= Paul Fox (director) =

Canadian film and television director

Paul Fox is a Canadian film and television director from Toronto, Ontario. He is most noted for his 2006 film Everything's Gone Green, which was the winner of the award for Best Canadian Film at the 2006 Vancouver International Film Festival, and as a Canadian Screen Award winner for Best Direction in a Comedy Series for his work on Schitt's Creek.

A graduate of the School of Visual Arts and the Canadian Film Centre, he directed short films and episodes of television series such as Cold Squad, The Associates, Drop the Beat and Degrassi: The Next Generation, and had a number of film editing credits, before releasing his debut feature, The Dark Hours, in 2005. Everything's Gone Green followed in 2006, premiering at the 2006 Toronto International Film Festival.
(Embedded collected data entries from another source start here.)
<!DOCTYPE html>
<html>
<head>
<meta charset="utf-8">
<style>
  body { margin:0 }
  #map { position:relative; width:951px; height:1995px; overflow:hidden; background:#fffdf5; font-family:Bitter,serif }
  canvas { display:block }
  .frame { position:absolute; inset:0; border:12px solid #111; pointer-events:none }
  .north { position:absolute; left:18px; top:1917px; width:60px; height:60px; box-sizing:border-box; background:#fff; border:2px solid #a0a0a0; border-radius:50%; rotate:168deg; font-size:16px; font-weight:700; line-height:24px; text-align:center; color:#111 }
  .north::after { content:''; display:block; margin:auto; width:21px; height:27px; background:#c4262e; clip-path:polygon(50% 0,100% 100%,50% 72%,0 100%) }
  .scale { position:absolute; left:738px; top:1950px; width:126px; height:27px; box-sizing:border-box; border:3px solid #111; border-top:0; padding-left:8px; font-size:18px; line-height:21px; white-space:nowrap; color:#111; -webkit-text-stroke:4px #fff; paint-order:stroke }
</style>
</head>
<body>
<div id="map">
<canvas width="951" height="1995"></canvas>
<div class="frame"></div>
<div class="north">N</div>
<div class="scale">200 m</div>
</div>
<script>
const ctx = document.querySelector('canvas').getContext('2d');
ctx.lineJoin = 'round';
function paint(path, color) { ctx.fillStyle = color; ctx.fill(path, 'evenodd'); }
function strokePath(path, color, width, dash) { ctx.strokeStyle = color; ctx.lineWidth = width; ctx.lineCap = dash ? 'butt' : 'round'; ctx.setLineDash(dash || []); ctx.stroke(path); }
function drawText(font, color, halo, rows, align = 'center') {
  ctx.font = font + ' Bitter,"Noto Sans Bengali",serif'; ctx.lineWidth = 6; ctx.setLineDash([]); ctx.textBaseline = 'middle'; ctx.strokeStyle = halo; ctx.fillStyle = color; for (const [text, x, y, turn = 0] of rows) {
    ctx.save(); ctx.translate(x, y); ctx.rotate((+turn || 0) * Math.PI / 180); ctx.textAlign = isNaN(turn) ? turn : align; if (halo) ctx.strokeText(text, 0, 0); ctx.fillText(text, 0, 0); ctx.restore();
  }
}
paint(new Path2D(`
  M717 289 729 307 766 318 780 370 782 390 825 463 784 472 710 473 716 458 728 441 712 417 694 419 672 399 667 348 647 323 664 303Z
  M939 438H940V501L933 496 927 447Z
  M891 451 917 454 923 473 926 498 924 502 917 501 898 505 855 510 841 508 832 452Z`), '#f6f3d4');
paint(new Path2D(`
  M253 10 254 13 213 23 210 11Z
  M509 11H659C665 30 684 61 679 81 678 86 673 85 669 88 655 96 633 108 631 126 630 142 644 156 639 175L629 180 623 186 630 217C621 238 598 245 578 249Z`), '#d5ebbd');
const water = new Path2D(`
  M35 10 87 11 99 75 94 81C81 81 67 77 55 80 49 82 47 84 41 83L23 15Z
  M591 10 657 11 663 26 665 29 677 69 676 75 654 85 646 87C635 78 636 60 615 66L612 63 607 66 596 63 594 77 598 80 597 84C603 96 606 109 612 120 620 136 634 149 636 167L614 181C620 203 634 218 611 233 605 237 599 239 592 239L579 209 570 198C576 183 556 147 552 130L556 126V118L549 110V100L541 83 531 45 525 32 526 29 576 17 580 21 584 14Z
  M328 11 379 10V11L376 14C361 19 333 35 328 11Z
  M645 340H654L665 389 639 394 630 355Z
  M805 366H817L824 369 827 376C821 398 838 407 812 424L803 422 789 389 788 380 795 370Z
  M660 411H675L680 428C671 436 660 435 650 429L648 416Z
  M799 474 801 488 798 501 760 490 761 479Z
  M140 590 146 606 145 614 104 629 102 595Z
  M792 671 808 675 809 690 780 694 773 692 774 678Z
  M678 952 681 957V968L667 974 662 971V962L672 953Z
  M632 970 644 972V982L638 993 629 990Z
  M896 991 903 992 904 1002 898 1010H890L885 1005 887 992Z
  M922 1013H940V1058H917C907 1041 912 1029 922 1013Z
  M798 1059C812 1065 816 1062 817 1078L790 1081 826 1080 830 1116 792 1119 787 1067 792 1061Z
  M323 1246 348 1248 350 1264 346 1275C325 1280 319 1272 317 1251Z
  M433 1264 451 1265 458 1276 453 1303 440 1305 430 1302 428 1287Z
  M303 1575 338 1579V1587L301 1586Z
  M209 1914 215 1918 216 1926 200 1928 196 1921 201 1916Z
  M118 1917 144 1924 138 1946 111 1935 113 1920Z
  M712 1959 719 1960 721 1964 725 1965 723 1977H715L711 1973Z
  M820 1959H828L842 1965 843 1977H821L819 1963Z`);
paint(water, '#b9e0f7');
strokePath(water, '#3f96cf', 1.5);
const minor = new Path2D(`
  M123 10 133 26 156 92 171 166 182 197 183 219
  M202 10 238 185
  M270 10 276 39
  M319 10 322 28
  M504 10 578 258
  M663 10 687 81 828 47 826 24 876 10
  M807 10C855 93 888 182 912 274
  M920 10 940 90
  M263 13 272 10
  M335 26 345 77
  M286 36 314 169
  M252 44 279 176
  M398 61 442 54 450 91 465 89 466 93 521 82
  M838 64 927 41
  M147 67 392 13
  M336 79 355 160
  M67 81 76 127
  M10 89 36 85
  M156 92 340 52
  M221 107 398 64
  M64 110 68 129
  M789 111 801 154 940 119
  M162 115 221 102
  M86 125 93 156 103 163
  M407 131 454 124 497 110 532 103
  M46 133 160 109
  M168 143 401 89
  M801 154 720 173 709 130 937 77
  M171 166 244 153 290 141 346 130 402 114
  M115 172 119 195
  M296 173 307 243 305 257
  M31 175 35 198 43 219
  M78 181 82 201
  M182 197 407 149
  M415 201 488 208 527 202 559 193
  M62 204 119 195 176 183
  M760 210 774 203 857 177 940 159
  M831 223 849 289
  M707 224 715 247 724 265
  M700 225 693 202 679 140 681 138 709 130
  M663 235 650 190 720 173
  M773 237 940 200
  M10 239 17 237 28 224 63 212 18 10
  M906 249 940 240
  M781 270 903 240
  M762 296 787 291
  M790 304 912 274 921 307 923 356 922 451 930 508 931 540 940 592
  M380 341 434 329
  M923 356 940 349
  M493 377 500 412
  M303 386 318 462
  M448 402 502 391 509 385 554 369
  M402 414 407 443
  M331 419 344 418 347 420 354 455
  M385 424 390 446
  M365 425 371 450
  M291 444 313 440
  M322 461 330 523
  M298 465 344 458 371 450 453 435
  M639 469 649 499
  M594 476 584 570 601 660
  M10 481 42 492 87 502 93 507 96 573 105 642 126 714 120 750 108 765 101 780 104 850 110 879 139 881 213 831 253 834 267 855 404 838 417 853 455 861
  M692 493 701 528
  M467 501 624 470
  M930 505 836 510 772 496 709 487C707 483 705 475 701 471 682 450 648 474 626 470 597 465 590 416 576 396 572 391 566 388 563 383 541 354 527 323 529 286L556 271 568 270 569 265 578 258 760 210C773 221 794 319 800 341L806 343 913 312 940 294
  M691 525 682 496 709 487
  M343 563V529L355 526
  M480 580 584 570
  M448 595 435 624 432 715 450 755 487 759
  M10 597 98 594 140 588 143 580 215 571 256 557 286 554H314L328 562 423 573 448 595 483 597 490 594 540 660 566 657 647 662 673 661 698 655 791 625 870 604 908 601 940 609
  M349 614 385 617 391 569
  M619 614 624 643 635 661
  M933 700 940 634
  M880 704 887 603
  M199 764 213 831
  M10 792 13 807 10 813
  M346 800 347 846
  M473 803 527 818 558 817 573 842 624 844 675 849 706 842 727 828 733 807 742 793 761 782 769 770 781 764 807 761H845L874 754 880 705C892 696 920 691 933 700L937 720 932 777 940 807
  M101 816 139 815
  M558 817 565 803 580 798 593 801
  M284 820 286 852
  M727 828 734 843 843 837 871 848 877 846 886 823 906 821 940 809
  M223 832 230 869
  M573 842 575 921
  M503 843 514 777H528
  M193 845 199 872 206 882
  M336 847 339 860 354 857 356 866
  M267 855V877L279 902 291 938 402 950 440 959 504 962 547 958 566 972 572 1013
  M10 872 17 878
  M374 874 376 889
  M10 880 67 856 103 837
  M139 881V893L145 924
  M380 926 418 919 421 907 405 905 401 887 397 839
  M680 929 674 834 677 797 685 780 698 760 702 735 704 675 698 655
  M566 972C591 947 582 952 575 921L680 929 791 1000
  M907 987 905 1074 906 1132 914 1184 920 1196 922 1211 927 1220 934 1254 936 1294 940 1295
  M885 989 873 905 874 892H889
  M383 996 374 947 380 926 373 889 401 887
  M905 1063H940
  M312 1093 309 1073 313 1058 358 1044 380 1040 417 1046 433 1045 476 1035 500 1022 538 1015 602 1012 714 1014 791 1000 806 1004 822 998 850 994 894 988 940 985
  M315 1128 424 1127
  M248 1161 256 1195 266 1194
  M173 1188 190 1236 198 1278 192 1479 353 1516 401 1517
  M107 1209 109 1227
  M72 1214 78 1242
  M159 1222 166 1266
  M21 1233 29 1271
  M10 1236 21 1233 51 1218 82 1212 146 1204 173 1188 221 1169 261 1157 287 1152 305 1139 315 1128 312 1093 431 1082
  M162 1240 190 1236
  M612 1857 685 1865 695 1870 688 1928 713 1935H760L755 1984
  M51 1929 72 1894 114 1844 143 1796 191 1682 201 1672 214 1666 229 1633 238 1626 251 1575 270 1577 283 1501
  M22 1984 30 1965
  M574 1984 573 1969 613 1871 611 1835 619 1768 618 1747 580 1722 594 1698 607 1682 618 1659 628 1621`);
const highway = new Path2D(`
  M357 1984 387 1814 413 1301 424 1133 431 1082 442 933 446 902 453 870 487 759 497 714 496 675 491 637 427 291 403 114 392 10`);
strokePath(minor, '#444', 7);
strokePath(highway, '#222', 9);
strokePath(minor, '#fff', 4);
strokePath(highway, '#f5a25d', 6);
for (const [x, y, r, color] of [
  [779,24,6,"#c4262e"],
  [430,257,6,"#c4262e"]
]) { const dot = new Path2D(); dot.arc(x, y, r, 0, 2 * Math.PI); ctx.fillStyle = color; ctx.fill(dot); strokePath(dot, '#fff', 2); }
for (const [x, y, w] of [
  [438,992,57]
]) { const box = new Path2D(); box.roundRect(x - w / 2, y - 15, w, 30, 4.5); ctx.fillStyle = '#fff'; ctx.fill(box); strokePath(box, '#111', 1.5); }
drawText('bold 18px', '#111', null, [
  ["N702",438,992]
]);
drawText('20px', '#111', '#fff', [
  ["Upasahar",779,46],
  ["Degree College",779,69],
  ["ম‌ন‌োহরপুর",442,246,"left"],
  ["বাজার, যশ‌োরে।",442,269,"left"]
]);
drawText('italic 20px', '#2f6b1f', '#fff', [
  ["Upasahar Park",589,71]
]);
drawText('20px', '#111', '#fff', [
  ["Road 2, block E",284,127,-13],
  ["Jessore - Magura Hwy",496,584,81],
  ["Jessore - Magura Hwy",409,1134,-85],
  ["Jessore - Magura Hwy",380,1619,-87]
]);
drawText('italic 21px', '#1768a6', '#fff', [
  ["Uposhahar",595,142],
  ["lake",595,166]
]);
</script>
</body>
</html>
He has not released any further feature films, but has continued to direct television films and series. His credits have included episodes of The Listener, Haven, Bitten, Republic of Doyle, Rookie Blue, This Life, Frontier, Workin' Moms, Coroner, Ransom, Little Mosque on the Prairie, Mary Kills People, Anne with an E, SurrealEstate, Murdoch Mysteries and The Lake.

In addition to his Canadian Screen Award win at the 4th Canadian Screen Awards in 2016 for the Schitt's Creek episode "The Cabin", he was also nominated in the same category at the 5th Canadian Screen Awards in 2017 for "Happy Anniversary", and at the 6th Canadian Screen Awards in 2018 for "New Car".